The so-called "girl's" Jotter was a smaller version of the original. It was manufactured in the early 1960s and was popular for a time. It came in several colors including black.

The Jotter has been manufactured in Canada, England, France, Australia, Brazil, West Germany, Peru, Colombia, Mexico, India, China and Argentina.

The refill comes in ball-pen and gel styles in multiple colors, as well as in three point sizes. Early in the history of the pen, refills were also available in extra fine and extra extra fine, but were soon discontinued. Boxed sets have been manufactured since inception.

== History ==
The Jotter ballpoint pen was introduced in 1954. The model had a "V" style clip without the arrow engraving. The 1954 Jotter came with red, green, light gray, dark gray and black barrels, made of grooved nylon, not smooth plastic. The following year, because of the popularity of the pen, the choice of colors was extended to include bright red, mustard yellow, bright green and bright orange. There are also cap variations resulting from differences in imprints, most noticeably the introduction of the Parker arrow logo and two sizes of the "MADE IN USA" imprint. Towards the end of production, smooth barrels were introduced without a metal tip. These proved to be prone to splitting and a metal tip was incorporated to improve durability. These barrels are also found with the early so-called "21" variety.

In 1956, the company made the Jotter barrel smooth plastic and changed the clip to the "21" style. This clip used a reversed "V" rather than an inverted one and incorporated a ball on the clip for pocket retention. This clip remained in use for approximately two years. During the period this variation was in production a metal barrel end (or tip) was added in response to complaints that the early plastic tip broke from pressure. Barrels and caps were all interchangeable during this period.
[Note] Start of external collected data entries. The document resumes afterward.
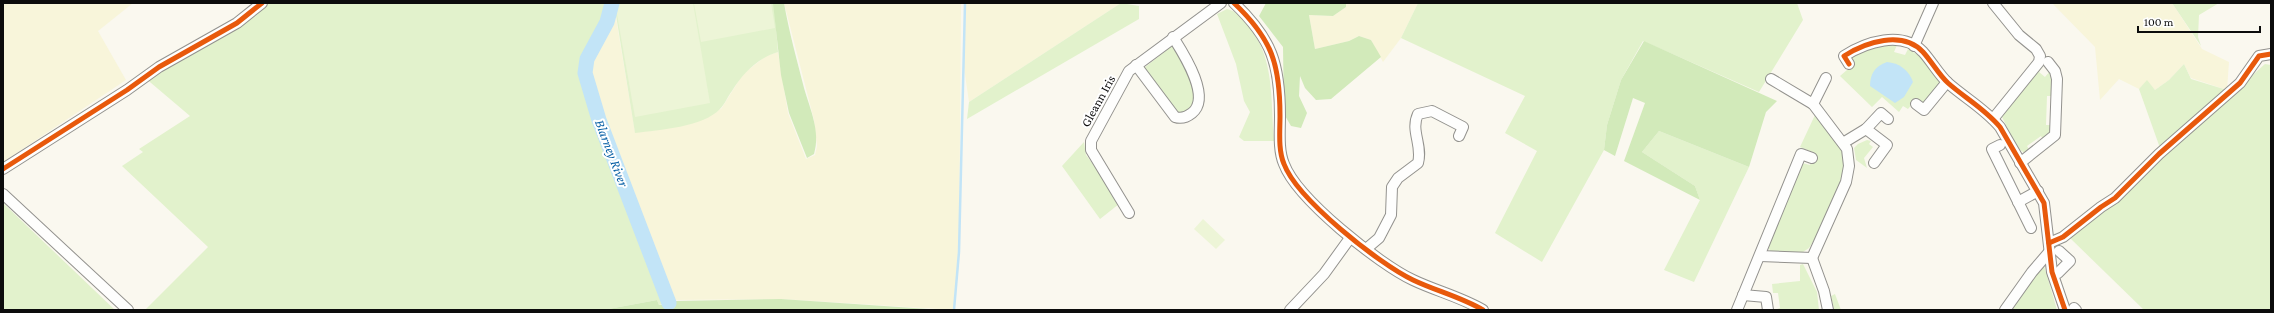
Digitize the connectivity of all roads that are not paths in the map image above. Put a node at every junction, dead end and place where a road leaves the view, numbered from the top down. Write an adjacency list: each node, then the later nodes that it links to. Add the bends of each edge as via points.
1 (262, 3): 26 (street, via 237,23 159,67)
2 (1221, 3): 6 (street, Gleann Iris)
3 (1234, 3): 32 (street, via 1264,36 1274,56 1283,163 1289,175)
4 (1933, 3): 7 (street)
5 (1993, 3): 18 (street, via 2012,28 2036,49 2040,56 2039,62)
6 (1173, 37): 11 (street, Gleann Iris); 11 (street, via 1183,51 1199,94 1197,106 1189,115 1183,118 1175,117)
7 (1914, 46): 10 (street, via 1904,42 1871,42 1844,56); 14 (street, via 1922,51)
8 (2271, 54): 33 (street, via 2259,56 2240,83 2159,154 2115,198 2100,207)
9 (2048, 62): 25 (street, via 2057,79 2055,135)
10 (1849, 64)
11 (1136, 65): 30 (street, Gleann Iris, via 1130,71 1090,146)
12 (1826, 78): 15 (street)
13 (1771, 79): 15 (street)
14 (1947, 82): 16 (street, via 1924,110); 18 (street)
15 (1813, 104): 21 (street)
16 (1916, 104)
17 (1888, 119): 19 (street, via 1881,114)
18 (1994, 119): 25 (street)
19 (1866, 129): 21 (street); 24 (street, via 1888,145)
20 (1459, 136): 34 (street, via 1462,127 1432,111 1418,114 1414,129 1420,147 1418,163 1398,178 1392,187 1391,215 1378,238)
21 (1843, 143): 36 (street, via 1847,149 1849,166 1846,182)
22 (2000, 145): 29 (street, via 1992,149)
23 (1812, 158): 35 (street, via 1801,154)
24 (1874, 163)
25 (2020, 163): 27 (street)
26 (3, 169)
27 (2038, 191): 29 (street); 33 (street, via 2044,204)
28 (3, 194): 40 (street)
29 (2018, 202): 31 (street)
30 (1129, 213)
31 (2031, 228)
32 (1350, 238): 34 (street); 41 (street, via 1324,274)
33 (2053, 248): 37 (street); 37 (street, via 2070,261 2058,273); 46 (street)
34 (1366, 249): 42 (street, via 1413,280)
35 (1760, 256): 36 (street); 38 (street)
36 (1812, 258): 45 (street)
37 (2053, 274): 39 (street)
38 (1743, 295): 43 (street); 44 (street, via 1766,297)
39 (2072, 309)
40 (128, 310)
41 (1290, 310)
42 (1483, 310)
43 (1737, 310)
44 (1768, 310)
45 (1828, 310)
46 (2005, 310)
During this period (1956–1970) a Jotter was introduced with a substantially larger diameter barrel. This model was known as the "Industrial Jotter" as opposed to the standard diameter version known as the "Commercial Jotter". These industrial versions are seldom seen and can be recognized by the sharp taper at the end of the pen barrel.

In 1957, the company launched the T-Ball refill, which contained reformulated ink and a textured tungsten carbide writing ball. One year later, the company added an arrow to replace the ball-clip design. The arrow has remained on all production Jotters since.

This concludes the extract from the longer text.